● **Directions for this task**: Reproduce the whole listing, character for character.

─── Data for this task ───

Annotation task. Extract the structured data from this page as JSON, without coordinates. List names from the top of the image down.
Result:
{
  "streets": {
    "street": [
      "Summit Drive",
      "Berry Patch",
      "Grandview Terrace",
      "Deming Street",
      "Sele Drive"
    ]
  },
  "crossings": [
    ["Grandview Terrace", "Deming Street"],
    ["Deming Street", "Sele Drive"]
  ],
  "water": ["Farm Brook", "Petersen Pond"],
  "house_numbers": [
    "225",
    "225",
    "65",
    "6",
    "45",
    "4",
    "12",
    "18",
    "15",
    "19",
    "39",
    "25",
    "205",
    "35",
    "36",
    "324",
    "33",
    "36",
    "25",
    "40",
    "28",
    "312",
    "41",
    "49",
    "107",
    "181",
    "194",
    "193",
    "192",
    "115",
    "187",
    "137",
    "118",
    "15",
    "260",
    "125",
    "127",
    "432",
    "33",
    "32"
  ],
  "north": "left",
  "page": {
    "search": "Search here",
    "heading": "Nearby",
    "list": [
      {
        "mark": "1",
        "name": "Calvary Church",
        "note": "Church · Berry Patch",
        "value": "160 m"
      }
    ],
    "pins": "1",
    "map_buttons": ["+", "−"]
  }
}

───

● **Result below**:
Annotation task. Extract the structured data from this page as JSON, without coordinates. List names from the top of the image down.
Result:
{
  "streets": {
    "street": [
      "Summit Drive",
      "Berry Patch",
      "Grandview Terrace",
      "Deming Street",
      "Sele Drive"
    ]
  },
  "crossings": [
    ["Grandview Terrace", "Deming Street"],
    ["Deming Street", "Sele Drive"]
  ],
  "water": ["Farm Brook", "Petersen Pond"],
  "house_numbers": [
    "225",
    "225",
    "65",
    "6",
    "45",
    "4",
    "12",
    "18",
    "15",
    "19",
    "39",
    "25",
    "205",
    "35",
    "36",
    "324",
    "33",
    "36",
    "25",
    "40",
    "28",
    "312",
    "41",
    "49",
    "107",
    "181",
    "194",
    "193",
    "192",
    "115",
    "187",
    "137",
    "118",
    "15",
    "260",
    "125",
    "127",
    "432",
    "33",
    "32"
  ],
  "north": "left",
  "page": {
    "search": "Search here",
    "heading": "Nearby",
    "list": [
      {
        "mark": "1",
        "name": "Calvary Church",
        "note": "Church · Berry Patch",
        "value": "160 m"
      }
    ],
    "pins": "1",
    "map_buttons": ["+", "−"]
  }
}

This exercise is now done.